Veja-se que, do total gasto a título de êxito na eleição (R$ 90.000,00 para as advogadas e R$ 65.000,00 para o contador), apenas a quantia de R$ 65.000,00, paga com verbas públicas do FEFC, foi considerada irregular (R$ 30.000,00 e R$ 35.0000,00, respectivamente), pois o valor restante, adimplido com recursos privados (R$ 60.000,00 e R$ 30.000,00), foi considerado regularmente aplicado.

Disso decorre que não se verifica malferimento aos princípios da transparência ou da confiabilidade das contas em relação a tais despesas, pois os contratos foram expressos ao apresentar a previsão de pagamento adicional pela vitória na eleição e o valor acordado, seja porque a fonte de custeio, pública e privada, bem como os respectivos destinatários, foram devidamente escriturados.

A segunda questão a ser levada em consideração é a de que a cláusula prevista nos contratos não se trata de quota litis, prevista no art. 50 do Código de Ética e Disciplina da OAB (Resolução OAB n. 02/15), segundo o qual os honorários serão devidos de acordo com a vantagem obtida pelo cliente por força do processo, e que vincula a remuneração do advogado de acordo com o sucesso do constituinte em uma demanda.

As disposições glosadas referem-se à cláusula de êxito ou taxa de sucesso.

Essa distinção é importante, visto que a unidade técnica e a Procuradoria Regional Eleitoral concluíram que o pagamento das cláusulas de êxito com verbas públicas é irregular porque teria sido realizado sem a efetiva prestação adicional de serviços, olvidando-se do fato de que a remuneração recebida pelas advogadas e pelo contador decorre dos serviços que já haviam sido prestados, ou que foram sendo prestados durante a eleição, e que culminaram, em medida não mensurável, na eleição do candidato.

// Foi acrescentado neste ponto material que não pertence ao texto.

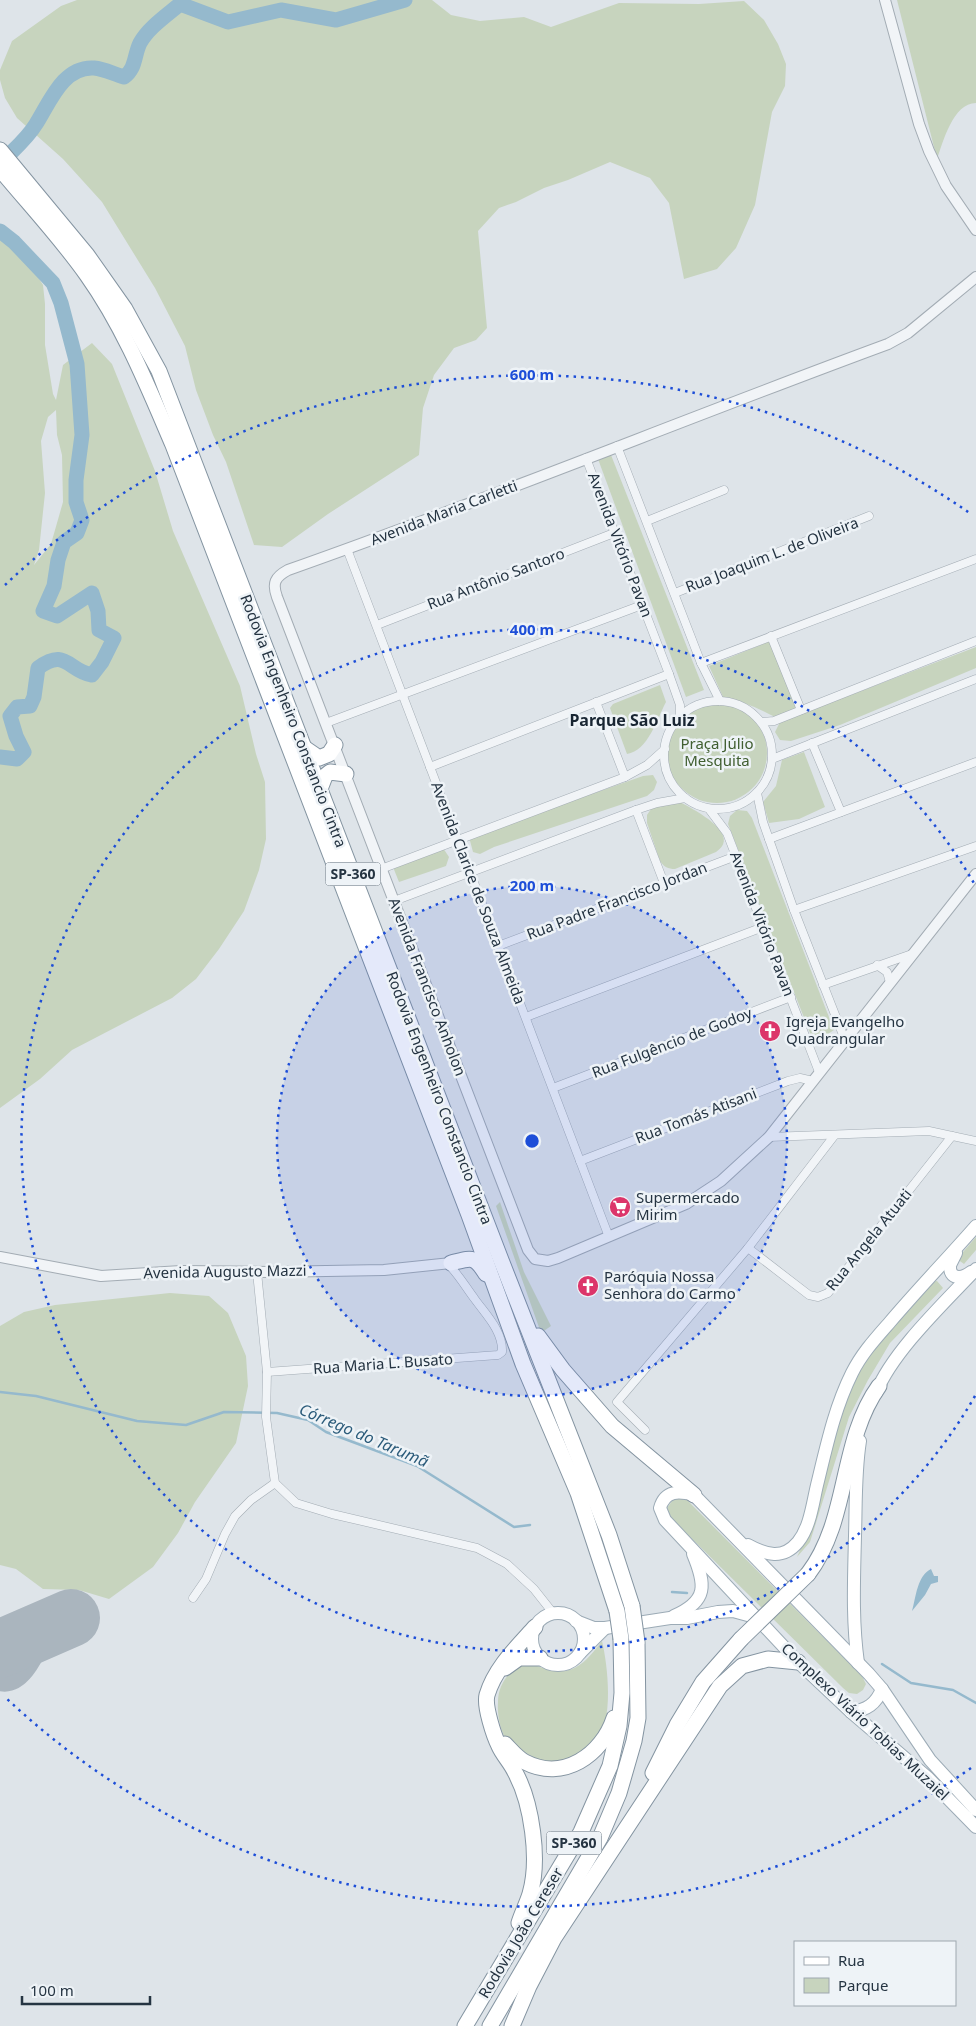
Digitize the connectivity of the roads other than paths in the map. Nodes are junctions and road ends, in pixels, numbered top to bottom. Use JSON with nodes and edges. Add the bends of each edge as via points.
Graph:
{"nodes":[{"id":1,"x":885,"y":0,"type":"edge"},
{"id":2,"x":0,"y":150,"type":"edge"},
{"id":3,"x":10,"y":174,"type":"edge"},
{"id":4,"x":976,"y":230,"type":"edge"},
{"id":5,"x":976,"y":277,"type":"edge"},
{"id":6,"x":617,"y":446,"type":"junction"},
{"id":7,"x":586,"y":458,"type":"junction"},
{"id":8,"x":724,"y":490,"type":"dead end"},
{"id":9,"x":869,"y":516,"type":"dead end"},
{"id":10,"x":647,"y":521,"type":"junction"},
{"id":11,"x":614,"y":533,"type":"junction"},
{"id":12,"x":347,"y":550,"type":"junction"},
{"id":13,"x":976,"y":559,"type":"edge"},
{"id":14,"x":274,"y":584,"type":"joint"},
{"id":15,"x":675,"y":593,"type":"junction"},
{"id":16,"x":642,"y":605,"type":"junction"},
{"id":17,"x":377,"y":625,"type":"junction"},
{"id":18,"x":771,"y":636,"type":"junction"},
{"id":19,"x":976,"y":641,"type":"edge"},
{"id":20,"x":701,"y":664,"type":"junction"},
{"id":21,"x":669,"y":674,"type":"junction"},
{"id":22,"x":976,"y":680,"type":"edge"},
{"id":23,"x":403,"y":694,"type":"junction"},
{"id":24,"x":720,"y":701,"type":"junction"},
{"id":25,"x":596,"y":702,"type":"junction"},
{"id":26,"x":801,"y":710,"type":"junction"},
{"id":27,"x":680,"y":717,"type":"junction"},
{"id":28,"x":762,"y":722,"type":"junction"},
{"id":29,"x":326,"y":723,"type":"junction"},
{"id":30,"x":812,"y":743,"type":"junction"},
{"id":31,"x":335,"y":745,"type":"junction"},
{"id":32,"x":303,"y":747,"type":"junction"},
{"id":33,"x":665,"y":749,"type":"junction"},
{"id":34,"x":772,"y":759,"type":"junction"},
{"id":35,"x":976,"y":762,"type":"edge"},
{"id":36,"x":430,"y":767,"type":"junction"},
{"id":37,"x":346,"y":774,"type":"junction"},
{"id":38,"x":625,"y":776,"type":"junction"},
{"id":39,"x":320,"y":789,"type":"junction"},
{"id":40,"x":757,"y":793,"type":"junction"},
{"id":41,"x":685,"y":798,"type":"junction"},
{"id":42,"x":709,"y":809,"type":"junction"},
{"id":43,"x":636,"y":810,"type":"junction"},
{"id":44,"x":841,"y":812,"type":"junction"},
{"id":45,"x":770,"y":839,"type":"junction"},
{"id":46,"x":457,"y":840,"type":"junction"},
{"id":47,"x":976,"y":846,"type":"edge"},
{"id":48,"x":736,"y":856,"type":"junction"},
{"id":49,"x":381,"y":868,"type":"junction"},
{"id":50,"x":470,"y":873,"type":"junction"},
{"id":51,"x":976,"y":874,"type":"edge"},
{"id":52,"x":664,"y":883,"type":"junction"},
{"id":53,"x":394,"y":901,"type":"junction"},
{"id":54,"x":794,"y":910,"type":"junction"},
{"id":55,"x":763,"y":927,"type":"junction"},
{"id":56,"x":498,"y":946,"type":"junction"},
{"id":57,"x":912,"y":954,"type":"junction"},
{"id":58,"x":877,"y":965,"type":"junction"},
{"id":59,"x":890,"y":982,"type":"junction"},
{"id":60,"x":823,"y":985,"type":"junction"},
{"id":61,"x":791,"y":997,"type":"junction"},
{"id":62,"x":526,"y":1017,"type":"junction"},
{"id":63,"x":845,"y":1040,"type":"junction"},
{"id":64,"x":820,"y":1072,"type":"junction"},
{"id":65,"x":813,"y":1081,"type":"junction"},
{"id":66,"x":553,"y":1088,"type":"junction"},
{"id":67,"x":834,"y":1136,"type":"junction"},
{"id":68,"x":952,"y":1136,"type":"junction"},
{"id":69,"x":769,"y":1137,"type":"junction"},
{"id":70,"x":976,"y":1141,"type":"edge"},
{"id":71,"x":580,"y":1161,"type":"junction"},
{"id":72,"x":469,"y":1215,"type":"junction"},
{"id":73,"x":976,"y":1226,"type":"edge"},
{"id":74,"x":967,"y":1236,"type":"junction"},
{"id":75,"x":609,"y":1237,"type":"junction"},
{"id":76,"x":748,"y":1248,"type":"junction"},
{"id":77,"x":0,"y":1257,"type":"edge"},
{"id":78,"x":449,"y":1263,"type":"junction"},
{"id":79,"x":976,"y":1269,"type":"edge"},
{"id":80,"x":257,"y":1272,"type":"junction"},
{"id":81,"x":500,"y":1301,"type":"junction"},
{"id":82,"x":525,"y":1318,"type":"junction"},
{"id":83,"x":267,"y":1372,"type":"junction"},
{"id":84,"x":879,"y":1386,"type":"junction"},
{"id":85,"x":645,"y":1430,"type":"dead end"},
{"id":86,"x":275,"y":1483,"type":"junction"},
{"id":87,"x":694,"y":1494,"type":"junction"},
{"id":88,"x":737,"y":1540,"type":"junction"},
{"id":89,"x":689,"y":1545,"type":"junction"},
{"id":90,"x":193,"y":1598,"type":"dead end"},
{"id":91,"x":553,"y":1613,"type":"junction"},
{"id":92,"x":755,"y":1617,"type":"junction"},
{"id":93,"x":670,"y":1618,"type":"junction"},
{"id":94,"x":576,"y":1621,"type":"junction"},
{"id":95,"x":535,"y":1627,"type":"junction"},
{"id":96,"x":605,"y":1628,"type":"junction"},
{"id":97,"x":621,"y":1639,"type":"joint"},
{"id":98,"x":579,"y":1654,"type":"junction"},
{"id":99,"x":540,"y":1658,"type":"junction"},
{"id":100,"x":798,"y":1662,"type":"junction"},
{"id":101,"x":858,"y":1662,"type":"junction"},
{"id":102,"x":496,"y":1675,"type":"junction"},
{"id":103,"x":882,"y":1689,"type":"junction"},
{"id":104,"x":622,"y":1693,"type":"junction"},
{"id":105,"x":851,"y":1712,"type":"junction"},
{"id":106,"x":496,"y":1736,"type":"junction"},
{"id":107,"x":976,"y":1810,"type":"edge"},
{"id":108,"x":976,"y":1827,"type":"edge"},
{"id":109,"x":611,"y":1852,"type":"junction"},
{"id":110,"x":506,"y":1959,"type":"junction"},
{"id":111,"x":530,"y":1959,"type":"junction"},
{"id":112,"x":465,"y":2026,"type":"edge"},
{"id":113,"x":490,"y":2026,"type":"edge"},
{"id":114,"x":512,"y":2026,"type":"edge"}],
"edges":[{"from":1,"to":4,"type":"street","via":[[929,151],[946,186]]},
{"from":2,"to":3,"type":"highway","name":"Rodovia Engenheiro Constancio Cintra","number":"SP-360"},
{"from":3,"to":32,"type":"highway","name":"Rodovia Engenheiro Constancio Cintra","number":"SP-360","via":[[87,255],[125,309],[159,371]]},
{"from":3,"to":72,"type":"highway","name":"Rodovia Engenheiro Constancio Cintra","number":"SP-360","via":[[87,275],[145,379]]},
{"from":5,"to":6,"type":"street","name":"Avenida Maria Carletti","via":[[908,333],[888,344]]},
{"from":6,"to":7,"type":"street","name":"Avenida Maria Carletti"},
{"from":6,"to":10,"type":"street"},
{"from":7,"to":11,"type":"street","name":"Avenida Vitório Pavan"},
{"from":7,"to":12,"type":"street","name":"Avenida Maria Carletti"},
{"from":8,"to":10,"type":"street"},
{"from":9,"to":15,"type":"street","name":"Rua Joaquim L. de Oliveira"},
{"from":10,"to":15,"type":"street"},
{"from":11,"to":16,"type":"street","name":"Avenida Vitório Pavan"},
{"from":11,"to":17,"type":"street","name":"Rua Antônio Santoro"},
{"from":12,"to":14,"type":"street","name":"Avenida Maria Carletti","via":[[288,570],[278,576]]},
{"from":12,"to":17,"type":"street","name":"Avenida Clarice de Souza Almeida"},
{"from":13,"to":18,"type":"street"},
{"from":14,"to":29,"type":"street","name":"Avenida Francisco Anholon","via":[[276,597]]},
{"from":15,"to":20,"type":"street"},
{"from":16,"to":21,"type":"street","name":"Avenida Vitório Pavan"},
{"from":16,"to":23,"type":"street"},
{"from":17,"to":23,"type":"street","name":"Avenida Clarice de Souza Almeida"},
{"from":18,"to":20,"type":"street"},
{"from":18,"to":26,"type":"street"},
{"from":19,"to":26,"type":"street"},
{"from":20,"to":24,"type":"street"},
{"from":21,"to":25,"type":"street"},
{"from":21,"to":27,"type":"street","name":"Avenida Vitório Pavan","via":[[680,705]]},
{"from":22,"to":30,"type":"street"},
{"from":23,"to":29,"type":"street"},
{"from":23,"to":36,"type":"street","name":"Avenida Clarice de Souza Almeida"},
{"from":24,"to":27,"type":"street","via":[[699,705]]},
{"from":24,"to":28,"type":"street","via":[[750,711]]},
{"from":25,"to":36,"type":"street"},
{"from":25,"to":38,"type":"street"},
{"from":26,"to":28,"type":"street","via":[[774,721]]},
{"from":27,"to":33,"type":"street","via":[[670,732]]},
{"from":28,"to":34,"type":"street","via":[[769,735]]},
{"from":29,"to":31,"type":"street","name":"Avenida Francisco Anholon"},
{"from":30,"to":34,"type":"street"},
{"from":30,"to":44,"type":"street"},
{"from":31,"to":32,"type":"highway","via":[[329,754],[319,758]]},
{"from":31,"to":37,"type":"street","name":"Avenida Francisco Anholon"},
{"from":32,"to":39,"type":"highway","name":"Rodovia Engenheiro Constancio Cintra","number":"SP-360"},
{"from":33,"to":38,"type":"street","via":[[647,765]]},
{"from":33,"to":41,"type":"street","via":[[667,772]]},
{"from":34,"to":40,"type":"street","via":[[768,778]]},
{"from":35,"to":44,"type":"street"},
{"from":36,"to":46,"type":"street","name":"Avenida Clarice de Souza Almeida"},
{"from":37,"to":39,"type":"highway","via":[[330,772]]},
{"from":37,"to":49,"type":"street","name":"Avenida Francisco Anholon"},
{"from":38,"to":46,"type":"street"},
{"from":39,"to":82,"type":"highway","name":"Rodovia Engenheiro Constancio Cintra","number":"SP-360"},
{"from":40,"to":42,"type":"street","via":[[736,807]]},
{"from":40,"to":45,"type":"street"},
{"from":41,"to":42,"type":"street"},
{"from":41,"to":43,"type":"street"},
{"from":42,"to":48,"type":"street","name":"Avenida Vitório Pavan","via":[[727,833]]},
{"from":43,"to":50,"type":"street"},
{"from":43,"to":52,"type":"street"},
{"from":44,"to":45,"type":"street"},
{"from":45,"to":54,"type":"street"},
{"from":46,"to":49,"type":"street"},
{"from":46,"to":50,"type":"street","name":"Avenida Clarice de Souza Almeida"},
{"from":47,"to":54,"type":"street"},
{"from":48,"to":52,"type":"street","name":"Rua Padre Francisco Jordan"},
{"from":48,"to":55,"type":"street","name":"Avenida Vitório Pavan"},
{"from":49,"to":53,"type":"street","name":"Avenida Francisco Anholon"},
{"from":50,"to":53,"type":"street"},
{"from":50,"to":56,"type":"street","name":"Avenida Clarice de Souza Almeida"},
{"from":51,"to":57,"type":"street"},
{"from":52,"to":56,"type":"street","name":"Rua Padre Francisco Jordan"},
{"from":53,"to":75,"type":"street","name":"Avenida Francisco Anholon","via":[[528,1250],[535,1259],[548,1261]]},
{"from":54,"to":60,"type":"street"},
{"from":55,"to":61,"type":"street","name":"Avenida Vitório Pavan"},
{"from":55,"to":62,"type":"street"},
{"from":56,"to":62,"type":"street","name":"Avenida Clarice de Souza Almeida"},
{"from":57,"to":58,"type":"street"},
{"from":57,"to":59,"type":"street"},
{"from":58,"to":59,"type":"street","via":[[887,972]]},
{"from":58,"to":60,"type":"street"},
{"from":59,"to":63,"type":"street"},
{"from":60,"to":63,"type":"street"},
{"from":61,"to":64,"type":"street","name":"Avenida Vitório Pavan"},
{"from":61,"to":66,"type":"street","name":"Rua Fulgêncio de Godoy"},
{"from":62,"to":66,"type":"street","name":"Avenida Clarice de Souza Almeida"},
{"from":63,"to":64,"type":"street"},
{"from":64,"to":65,"type":"street"},
{"from":65,"to":69,"type":"street"},
{"from":65,"to":71,"type":"street","name":"Rua Tomás Atisani","via":[[788,1080]]},
{"from":66,"to":71,"type":"street","name":"Avenida Clarice de Souza Almeida"},
{"from":67,"to":68,"type":"street","via":[[928,1131]]},
{"from":67,"to":69,"type":"street"},
{"from":67,"to":76,"type":"street"},
{"from":68,"to":70,"type":"street"},
{"from":68,"to":76,"type":"street","name":"Rua Angela Atuati","via":[[834,1287],[823,1296],[809,1295]]},
{"from":69,"to":75,"type":"street","via":[[704,1194]]},
{"from":71,"to":75,"type":"street","name":"Avenida Clarice de Souza Almeida"},
{"from":72,"to":78,"type":"highway","via":[[469,1239],[464,1252]]},
{"from":72,"to":81,"type":"highway","name":"Rodovia Engenheiro Constancio Cintra","number":"SP-360"},
{"from":73,"to":74,"type":"main road"},
{"from":74,"to":79,"type":"main road","via":[[953,1256],[949,1269],[957,1278]]},
{"from":74,"to":88,"type":"main road","via":[[862,1355],[840,1399],[809,1516],[798,1542],[783,1554],[773,1555]]},
{"from":76,"to":85,"type":"street","via":[[617,1402]]},
{"from":77,"to":80,"type":"street","name":"Avenida Augusto Mazzi","via":[[100,1276],[181,1271]]},
{"from":78,"to":80,"type":"street","name":"Avenida Augusto Mazzi","via":[[384,1270]]},
{"from":78,"to":81,"type":"highway","via":[[472,1258],[478,1261]]},
{"from":78,"to":83,"type":"street","name":"Rua Maria L. Busato","via":[[492,1322],[502,1344],[502,1352],[498,1355]]},
{"from":79,"to":84,"type":"main road","via":[[896,1358]]},
{"from":80,"to":83,"type":"street"},
{"from":81,"to":97,"type":"highway","name":"Rodovia Engenheiro Constancio Cintra","number":"SP-360","bridge":true,"via":[[578,1493],[617,1611]]},
{"from":82,"to":87,"type":"highway","via":[[562,1370],[612,1426]]},
{"from":82,"to":111,"type":"highway","name":"Rodovia Engenheiro Constancio Cintra","number":"SP-360","bridge":true,"via":[[609,1535],[632,1606],[637,1642],[638,1718],[622,1785],[600,1838]]},
{"from":83,"to":86,"type":"street","via":[[266,1417]]},
{"from":84,"to":101,"type":"main road","via":[[858,1454],[854,1632]]},
{"from":84,"to":109,"type":"highway","bridge":true,"via":[[865,1408],[829,1539],[820,1558],[703,1682]]},
{"from":86,"to":90,"type":"street","via":[[251,1500],[236,1516],[206,1579]]},
{"from":86,"to":91,"type":"street","via":[[296,1503],[477,1548],[507,1564],[534,1589]]},
{"from":87,"to":88,"type":"main road"},
{"from":87,"to":89,"type":"main road","name":"Complexo Viário Tobias Muzaiel","via":[[672,1492],[660,1508],[666,1520]]},
{"from":88,"to":101,"type":"main road"},
{"from":89,"to":92,"type":"main road","name":"Complexo Viário Tobias Muzaiel"},
{"from":89,"to":93,"type":"main road","name":"Complexo Viário Tobias Muzaiel","via":[[699,1568],[703,1591],[699,1600],[687,1610]]},
{"from":91,"to":94,"type":"main road","via":[[568,1614]]},
{"from":91,"to":95,"type":"main road"},
{"from":92,"to":93,"type":"main road","name":"Complexo Viário Tobias Muzaiel","via":[[733,1611]]},
{"from":92,"to":100,"type":"main road","name":"Complexo Viário Tobias Muzaiel"},
{"from":93,"to":96,"type":"main road","name":"Complexo Viário Tobias Muzaiel"},
{"from":94,"to":96,"type":"main road","via":[[594,1628]]},
{"from":94,"to":98,"type":"main road","via":[[584,1640]]},
{"from":95,"to":99,"type":"main road","via":[[532,1643]]},
{"from":95,"to":102,"type":"highway"},
{"from":96,"to":98,"type":"main road"},
{"from":97,"to":104,"type":"highway","name":"Rodovia João Cereser","number":"SP-360"},
{"from":98,"to":99,"type":"main road","via":[[564,1664],[556,1665]]},
{"from":99,"to":102,"type":"highway","via":[[519,1658]]},
{"from":100,"to":105,"type":"main road","name":"Complexo Viário Tobias Muzaiel"},
{"from":100,"to":109,"type":"highway","via":[[768,1659],[742,1666],[720,1686]]},
{"from":101,"to":103,"type":"main road"},
{"from":102,"to":106,"type":"highway","via":[[486,1697]]},
{"from":103,"to":105,"type":"main road","via":[[871,1706]]},
{"from":103,"to":107,"type":"main road","via":[[930,1760]]},
{"from":104,"to":106,"type":"highway","via":[[611,1728],[597,1750],[564,1768],[534,1766],[516,1755]]},
{"from":104,"to":110,"type":"highway","name":"Rodovia João Cereser","number":"SP-360","via":[[619,1726],[606,1774],[581,1832]]},
{"from":105,"to":108,"type":"main road","name":"Complexo Viário Tobias Muzaiel","via":[[927,1777]]},
{"from":106,"to":110,"type":"highway","via":[[498,1746],[515,1772],[523,1792],[534,1850],[530,1894]]},
{"from":109,"to":111,"type":"highway"},
{"from":109,"to":114,"type":"highway","via":[[554,1938]]},
{"from":110,"to":112,"type":"highway","name":"Rodovia João Cereser","number":"SP-360"},
{"from":111,"to":113,"type":"highway","name":"Rodovia João Cereser"}]}
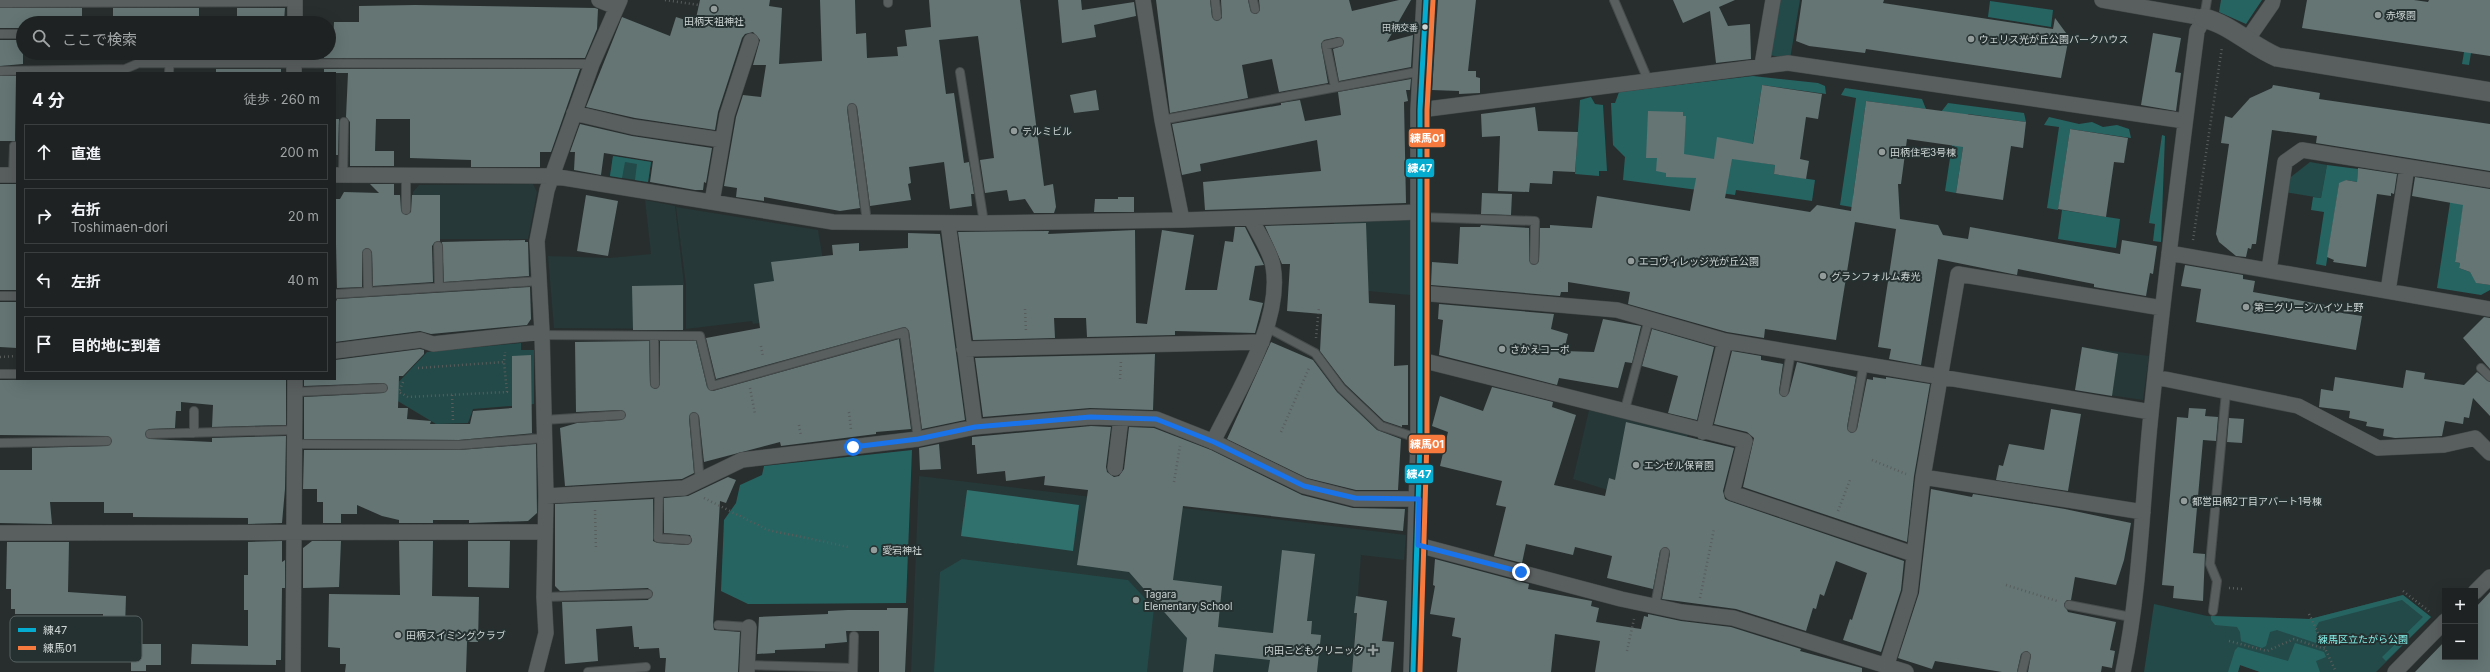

É dizer, o contrato não estipulou um trabalho adicional para os profissionais contratados, mas sim um pagamento adicional pelo mesmo serviço prestado, a título de êxito na campanha.

Por certo, é demasiado subjetivo o liame entre o trabalho de uma advogada e de um contador durante a campanha eleitoral e a vitória da candidatura posta em disputa.

Todavia, em certa medida o TSE já reconheceu essa vinculação ao firmar o entendimento de que, “muito embora os serviços advocatícios não tenham relação direta com a divulgação da campanha política, constituem ato acessório a esse fim e, por isso, configuram gasto eleitoral”:

RECURSO ESPECIAL ELEITORAL. ELEIÇÕES 2008. VEREADOR. PRESTAÇÃO DE CONTAS DE CAMPANHA. DOAÇÃO ESTIMÁVEL EM DINHEIRO. SERVIÇOS ADVOCATÍCIOS. AUSÊNCIA DE EMISSÃO DE RECIBO ELEITORAL. CONTROLE DAS CONTAS. PRINCÍPIOS DA PROPORCIONALIDADE E RAZOABILIDADE. APROVAÇÃO DAS CONTAS COM RESSALVAS. 1. Na espécie, a recorrida recebeu doação estimável em dinheiro - consistente na prestação de serviços advocatícios - e não emitiu o recibo eleitoral correspondente. 2. “Muito embora os serviços advocatícios não tenham relação direta com a divulgação da campanha política, constituem ato acessório a esse fim e, por isso, configuram gasto eleitoral que exige a emissão do respectivo recibo e sua contabilização na prestação de contas” (REspe 38875/MG, Rel. Min. Gilmar Mendes, julgado na sessão de 11.11.2014). 3. O Tribunal Superior Eleitoral já assentou o entendimento de que a ausência de emissão de recibo eleitoral na prestação de contas caracteriza-se como irregularidade insanável, pois impossibilita o efetivo controle das contas por parte da Justiça Eleitoral. Precedentes. 4. Apesar de representar a totalidade dos recursos arrecadados na campanha, o valor diminuto em termos absolutos - qual seja R$ 800,00 (oitocentos reais) - justifica a aplicação na espécie dos princípios da proporcionalidade e da razoabilidade para aprovar as contas com ressalvas. 5. Recurso especial desprovido.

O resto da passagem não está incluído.